While most commentary and analysis has revolved around the Eagles’ quarterback situation and Super Bowl run, our focus will be on where this game will actually be decided.
Who wins and why? If the Eagles emerge victorious, it will be because they dominated the line of scrimmage on both sides of the ball. If the Falcons win, it will be because their skill players and speed on both sides of the ball made the difference.
Make no mistake about it, this was an evenly matched contest last January in the NFC divisional round. One play here or there, and maybe the season is kicking off in Atlanta instead of Philadelphia. We anticipate more of the same tonight. Yes, it is not exactly going out on a limb predicting a close game, but this is an intriguing matchup from an X’s and O’s standpoint.
Philadelphia has a slight advantage in the trenches on both sides of the ball. In the Divisional Playoff last January, Nick Foles came out struggling and missed some easy throws. While this could maybe be chalked up to nerves, the Eagles needed their ground game to truly get going. Jay Ajayi consistently gained positive yardage behind an elite offensive line, and this opened up the run-pass option (RPO) game, where Nick Foles excels. As the running game began drawing in Falcons linebackers, the Eagles started mixing in some play-action, and Foles began taking more pass options. He was able to complete some easy and defined throws as a result.
Still, Atlanta was able to keep themselves in position to win the game on their final offensive drive by blanketing Eagles receivers on the outside and taking away big plays in the passing game. We expect a similar dynamic tonight.
Offensively, Atlanta moved the ball using their speed and size on the outside as well as with their fast and shifty running backs. Their problem was finishing drives, largely because of the Eagles’ ability to put enough pressure on Matt Ryan.
In 2017, a glaring weakness for Philadelphia was getting beat on double moves in the secondary. When your defensive line is clicking and getting pressure on the quarterback, it allows your defensive backs to be more aggressive and jump routes, causing turnovers and pass break-ups.
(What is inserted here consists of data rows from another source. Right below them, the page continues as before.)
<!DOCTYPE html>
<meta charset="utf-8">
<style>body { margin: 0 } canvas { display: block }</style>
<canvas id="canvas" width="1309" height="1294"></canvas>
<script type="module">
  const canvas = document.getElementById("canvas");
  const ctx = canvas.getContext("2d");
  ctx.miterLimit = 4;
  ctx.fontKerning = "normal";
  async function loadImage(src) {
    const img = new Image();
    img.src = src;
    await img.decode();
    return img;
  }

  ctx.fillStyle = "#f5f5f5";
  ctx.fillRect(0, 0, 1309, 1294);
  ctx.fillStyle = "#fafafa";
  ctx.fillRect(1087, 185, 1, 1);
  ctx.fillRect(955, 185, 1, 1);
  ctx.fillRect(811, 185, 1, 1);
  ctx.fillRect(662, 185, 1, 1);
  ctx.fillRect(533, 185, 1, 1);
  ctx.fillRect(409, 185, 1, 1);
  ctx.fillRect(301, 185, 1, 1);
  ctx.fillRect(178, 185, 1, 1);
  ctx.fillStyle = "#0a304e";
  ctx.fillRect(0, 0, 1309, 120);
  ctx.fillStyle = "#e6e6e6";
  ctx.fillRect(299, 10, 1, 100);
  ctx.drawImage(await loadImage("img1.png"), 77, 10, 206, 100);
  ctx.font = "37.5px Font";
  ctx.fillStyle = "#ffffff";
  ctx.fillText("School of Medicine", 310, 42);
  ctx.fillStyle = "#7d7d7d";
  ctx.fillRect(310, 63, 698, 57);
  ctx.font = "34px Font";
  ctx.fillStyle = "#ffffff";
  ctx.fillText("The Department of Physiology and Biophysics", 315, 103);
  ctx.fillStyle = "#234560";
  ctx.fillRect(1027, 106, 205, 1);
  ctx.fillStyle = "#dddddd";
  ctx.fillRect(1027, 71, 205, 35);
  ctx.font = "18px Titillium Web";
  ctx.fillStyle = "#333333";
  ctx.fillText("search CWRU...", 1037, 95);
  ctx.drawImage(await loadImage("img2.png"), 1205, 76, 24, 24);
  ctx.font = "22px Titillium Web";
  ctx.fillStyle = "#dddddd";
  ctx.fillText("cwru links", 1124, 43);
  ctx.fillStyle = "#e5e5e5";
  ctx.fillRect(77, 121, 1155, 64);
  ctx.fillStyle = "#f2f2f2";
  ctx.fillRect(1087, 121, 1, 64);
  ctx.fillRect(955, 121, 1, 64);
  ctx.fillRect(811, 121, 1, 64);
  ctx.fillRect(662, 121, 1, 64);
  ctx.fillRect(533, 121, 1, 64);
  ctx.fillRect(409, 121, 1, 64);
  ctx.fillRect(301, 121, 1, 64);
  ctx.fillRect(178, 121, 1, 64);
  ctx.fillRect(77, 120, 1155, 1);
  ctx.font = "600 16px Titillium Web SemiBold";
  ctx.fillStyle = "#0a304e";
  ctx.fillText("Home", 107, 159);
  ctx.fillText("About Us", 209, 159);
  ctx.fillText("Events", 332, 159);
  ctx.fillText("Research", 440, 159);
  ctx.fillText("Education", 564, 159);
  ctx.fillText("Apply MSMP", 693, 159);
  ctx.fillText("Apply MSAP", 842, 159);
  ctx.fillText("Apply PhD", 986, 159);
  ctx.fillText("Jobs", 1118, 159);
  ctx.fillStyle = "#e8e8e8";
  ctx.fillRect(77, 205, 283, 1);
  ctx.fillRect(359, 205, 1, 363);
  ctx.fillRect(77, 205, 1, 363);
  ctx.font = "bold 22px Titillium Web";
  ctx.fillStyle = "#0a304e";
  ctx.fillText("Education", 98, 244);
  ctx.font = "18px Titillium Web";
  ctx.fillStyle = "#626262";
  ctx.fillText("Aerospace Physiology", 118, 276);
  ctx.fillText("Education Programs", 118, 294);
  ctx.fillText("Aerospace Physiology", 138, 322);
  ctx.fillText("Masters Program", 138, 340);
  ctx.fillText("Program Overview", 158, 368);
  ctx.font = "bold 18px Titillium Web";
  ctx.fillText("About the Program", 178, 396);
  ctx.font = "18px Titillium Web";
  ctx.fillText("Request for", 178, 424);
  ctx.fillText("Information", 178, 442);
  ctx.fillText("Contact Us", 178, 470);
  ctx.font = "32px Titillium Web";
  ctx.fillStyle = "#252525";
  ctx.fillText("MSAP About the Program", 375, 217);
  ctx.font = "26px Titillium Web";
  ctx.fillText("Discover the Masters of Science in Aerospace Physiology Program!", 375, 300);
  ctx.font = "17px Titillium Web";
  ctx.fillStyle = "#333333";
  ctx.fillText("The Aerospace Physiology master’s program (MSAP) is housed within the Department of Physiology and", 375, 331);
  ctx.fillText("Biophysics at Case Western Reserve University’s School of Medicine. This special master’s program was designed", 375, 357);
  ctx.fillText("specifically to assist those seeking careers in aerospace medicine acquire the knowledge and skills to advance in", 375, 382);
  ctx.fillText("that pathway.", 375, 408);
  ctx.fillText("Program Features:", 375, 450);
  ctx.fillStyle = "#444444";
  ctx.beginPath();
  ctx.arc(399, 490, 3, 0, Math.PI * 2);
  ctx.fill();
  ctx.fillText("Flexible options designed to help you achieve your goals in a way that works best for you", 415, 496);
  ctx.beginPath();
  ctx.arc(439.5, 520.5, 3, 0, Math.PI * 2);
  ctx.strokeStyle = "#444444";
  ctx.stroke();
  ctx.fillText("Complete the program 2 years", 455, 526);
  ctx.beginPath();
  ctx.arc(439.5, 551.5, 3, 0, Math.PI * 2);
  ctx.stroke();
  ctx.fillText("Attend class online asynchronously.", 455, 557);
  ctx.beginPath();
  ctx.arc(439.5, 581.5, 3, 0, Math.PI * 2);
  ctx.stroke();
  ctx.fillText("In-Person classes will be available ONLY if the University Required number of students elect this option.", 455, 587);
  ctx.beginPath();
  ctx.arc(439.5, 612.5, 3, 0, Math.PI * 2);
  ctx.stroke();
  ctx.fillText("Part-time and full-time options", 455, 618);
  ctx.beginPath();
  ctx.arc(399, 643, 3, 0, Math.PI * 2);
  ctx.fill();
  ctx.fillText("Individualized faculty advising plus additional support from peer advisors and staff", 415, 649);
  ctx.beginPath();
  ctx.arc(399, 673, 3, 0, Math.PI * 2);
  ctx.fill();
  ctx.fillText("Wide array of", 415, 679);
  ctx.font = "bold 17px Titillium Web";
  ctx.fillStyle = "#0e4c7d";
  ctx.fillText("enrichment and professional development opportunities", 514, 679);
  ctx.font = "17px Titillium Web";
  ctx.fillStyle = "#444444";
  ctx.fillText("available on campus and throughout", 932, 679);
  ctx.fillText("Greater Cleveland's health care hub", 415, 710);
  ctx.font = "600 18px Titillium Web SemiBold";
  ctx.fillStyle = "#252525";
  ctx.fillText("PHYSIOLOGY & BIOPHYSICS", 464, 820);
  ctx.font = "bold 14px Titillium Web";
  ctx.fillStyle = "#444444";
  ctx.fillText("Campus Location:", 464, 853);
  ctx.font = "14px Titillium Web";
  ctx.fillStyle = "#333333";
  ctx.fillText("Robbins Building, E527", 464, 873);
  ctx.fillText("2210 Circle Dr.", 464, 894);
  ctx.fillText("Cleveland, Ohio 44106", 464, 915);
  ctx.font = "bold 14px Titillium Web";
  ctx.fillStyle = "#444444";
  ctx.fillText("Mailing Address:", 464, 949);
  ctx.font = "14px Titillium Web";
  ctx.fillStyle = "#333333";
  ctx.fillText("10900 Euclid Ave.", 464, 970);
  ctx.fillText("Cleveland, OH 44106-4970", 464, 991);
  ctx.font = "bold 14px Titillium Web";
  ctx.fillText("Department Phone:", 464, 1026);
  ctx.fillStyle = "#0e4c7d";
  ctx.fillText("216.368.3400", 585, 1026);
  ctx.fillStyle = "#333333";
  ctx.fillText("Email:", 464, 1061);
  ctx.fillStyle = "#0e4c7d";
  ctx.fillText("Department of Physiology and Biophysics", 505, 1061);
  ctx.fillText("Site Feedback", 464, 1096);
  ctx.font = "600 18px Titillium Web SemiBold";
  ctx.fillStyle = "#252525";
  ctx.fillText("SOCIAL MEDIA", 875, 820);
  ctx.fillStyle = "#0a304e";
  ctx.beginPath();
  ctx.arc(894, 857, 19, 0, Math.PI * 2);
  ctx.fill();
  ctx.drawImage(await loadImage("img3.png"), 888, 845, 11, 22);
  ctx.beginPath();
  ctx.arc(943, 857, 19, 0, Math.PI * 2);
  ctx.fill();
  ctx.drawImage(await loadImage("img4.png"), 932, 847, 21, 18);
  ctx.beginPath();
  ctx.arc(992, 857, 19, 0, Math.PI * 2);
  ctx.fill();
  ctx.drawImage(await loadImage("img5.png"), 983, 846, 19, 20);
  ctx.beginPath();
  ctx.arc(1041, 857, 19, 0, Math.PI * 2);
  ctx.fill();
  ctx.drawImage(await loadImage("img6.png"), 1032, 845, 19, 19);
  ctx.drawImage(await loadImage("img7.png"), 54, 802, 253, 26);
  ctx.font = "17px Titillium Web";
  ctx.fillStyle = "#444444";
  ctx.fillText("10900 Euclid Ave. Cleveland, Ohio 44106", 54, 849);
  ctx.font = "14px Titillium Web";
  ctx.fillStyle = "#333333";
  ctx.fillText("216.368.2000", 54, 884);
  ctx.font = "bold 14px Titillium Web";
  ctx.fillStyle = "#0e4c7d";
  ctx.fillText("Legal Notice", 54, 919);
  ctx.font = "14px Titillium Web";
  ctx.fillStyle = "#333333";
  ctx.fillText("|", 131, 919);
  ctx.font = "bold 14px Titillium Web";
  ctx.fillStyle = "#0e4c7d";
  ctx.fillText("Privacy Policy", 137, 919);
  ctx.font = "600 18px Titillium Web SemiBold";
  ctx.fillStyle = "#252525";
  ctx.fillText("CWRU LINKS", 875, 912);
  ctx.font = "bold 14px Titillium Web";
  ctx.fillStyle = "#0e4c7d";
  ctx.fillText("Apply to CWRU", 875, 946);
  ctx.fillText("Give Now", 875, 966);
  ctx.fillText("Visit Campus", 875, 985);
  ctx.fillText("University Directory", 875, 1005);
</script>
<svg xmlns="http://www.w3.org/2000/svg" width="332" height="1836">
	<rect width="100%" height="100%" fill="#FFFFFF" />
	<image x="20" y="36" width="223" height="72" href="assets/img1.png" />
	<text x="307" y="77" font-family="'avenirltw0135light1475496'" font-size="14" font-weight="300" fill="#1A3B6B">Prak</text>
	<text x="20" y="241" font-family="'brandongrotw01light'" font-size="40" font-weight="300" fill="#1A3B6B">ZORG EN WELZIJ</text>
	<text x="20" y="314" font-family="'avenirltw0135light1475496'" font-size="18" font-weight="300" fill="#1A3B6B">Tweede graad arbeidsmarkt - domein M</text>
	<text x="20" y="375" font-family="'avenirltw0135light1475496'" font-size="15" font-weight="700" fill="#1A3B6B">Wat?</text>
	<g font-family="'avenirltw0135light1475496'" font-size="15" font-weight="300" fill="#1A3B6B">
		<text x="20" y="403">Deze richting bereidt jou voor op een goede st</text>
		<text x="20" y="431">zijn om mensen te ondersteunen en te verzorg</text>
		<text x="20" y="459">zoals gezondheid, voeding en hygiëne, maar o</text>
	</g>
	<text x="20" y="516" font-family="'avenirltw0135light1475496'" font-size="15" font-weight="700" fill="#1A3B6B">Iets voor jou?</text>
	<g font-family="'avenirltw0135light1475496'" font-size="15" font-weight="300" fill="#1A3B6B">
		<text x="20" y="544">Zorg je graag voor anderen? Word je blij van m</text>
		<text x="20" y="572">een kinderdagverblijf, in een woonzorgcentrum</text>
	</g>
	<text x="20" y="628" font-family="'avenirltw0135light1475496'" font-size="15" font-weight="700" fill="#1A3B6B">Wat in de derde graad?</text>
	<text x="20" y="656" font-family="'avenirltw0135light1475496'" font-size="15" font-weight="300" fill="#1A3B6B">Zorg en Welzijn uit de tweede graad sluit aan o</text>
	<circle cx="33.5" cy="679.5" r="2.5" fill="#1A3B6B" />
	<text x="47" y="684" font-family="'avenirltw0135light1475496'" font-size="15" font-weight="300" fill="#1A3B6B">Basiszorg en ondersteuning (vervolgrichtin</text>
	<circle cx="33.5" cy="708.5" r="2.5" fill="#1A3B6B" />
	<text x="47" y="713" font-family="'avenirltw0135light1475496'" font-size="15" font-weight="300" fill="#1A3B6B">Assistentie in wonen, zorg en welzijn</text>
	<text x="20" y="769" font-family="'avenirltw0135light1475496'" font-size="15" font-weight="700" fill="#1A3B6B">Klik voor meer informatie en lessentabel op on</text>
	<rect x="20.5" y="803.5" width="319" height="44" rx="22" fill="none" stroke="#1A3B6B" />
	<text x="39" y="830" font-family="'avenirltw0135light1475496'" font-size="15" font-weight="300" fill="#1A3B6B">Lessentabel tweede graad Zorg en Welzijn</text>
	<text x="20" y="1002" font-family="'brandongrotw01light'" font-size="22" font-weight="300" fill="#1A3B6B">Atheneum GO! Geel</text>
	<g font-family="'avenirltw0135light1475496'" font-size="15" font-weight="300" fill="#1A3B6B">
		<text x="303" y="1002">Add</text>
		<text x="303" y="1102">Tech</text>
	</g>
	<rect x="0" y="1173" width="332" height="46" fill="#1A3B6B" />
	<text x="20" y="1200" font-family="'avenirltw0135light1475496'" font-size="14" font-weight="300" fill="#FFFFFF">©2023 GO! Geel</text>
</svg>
When the Eagles were on point last year, this strategy worked. However, when the pass rush didn’t do its job, Philly’s corners were often exposed. Jim Schwartz also had no answers for short, quick passing games that negate a great pass rush. We saw this clearly and repeatedly in the Super Bowl against New England.
A few things to watch on this side of the ball: How will Atlanta uses rookie wide receiver Calvin Ridley to complement Julio Jones on the outside? If the offensive line can hold up against Philly’s pass rush long enough, they should be able to win downfield vs. the Eagles’ secondary.
Another thing to keep an eye on is how the Eagles handle running backs Devonta Freeman and Tevin Coleman in the passing game. Last year, Philadelphia used safety Malcolm Jenkins to match up on Freeman or Coleman in critical situations.
They did the same in Super Bowl LII against the Patriots and did so with success (Limiting New England’s running backs in the passing game was just about the only thing the Eagles did right on defense in the Super Bowl).
Keep in mind that the Eagles will be without two linebackers who were instrumental to their Super Bowl run; Nigel Bradham (1-game suspension) and Mychal Kendricks (Out of football due to insider trading…that was weird to type). Malcolm Jenkins won’t be able to cover both Freeman and Coleman if/when they’re on the field at the same time. That means the Falcons should be able to find a mismatch between one of their backs and Philly’s linebackers. Regardless of how they do it, we anticipate the Falcons taking advantage of their running backs in the passing game in order to wear down the Philly defense and reduce the impact of their pass rush. Some no huddle would help as well.
Given the emotion of opening the NFL season in their building coming off their first Super Bowl championship, it would not be surprising to see the Eagles come out on top. Both teams match up well against one another, and that extra emotion could be enough to put the Eagles over the edge. However, if the Falcons are who we think they are, they will come out and win a tough game on the road, setting them on a path to become one of the NFL’s best, if not the best, this season.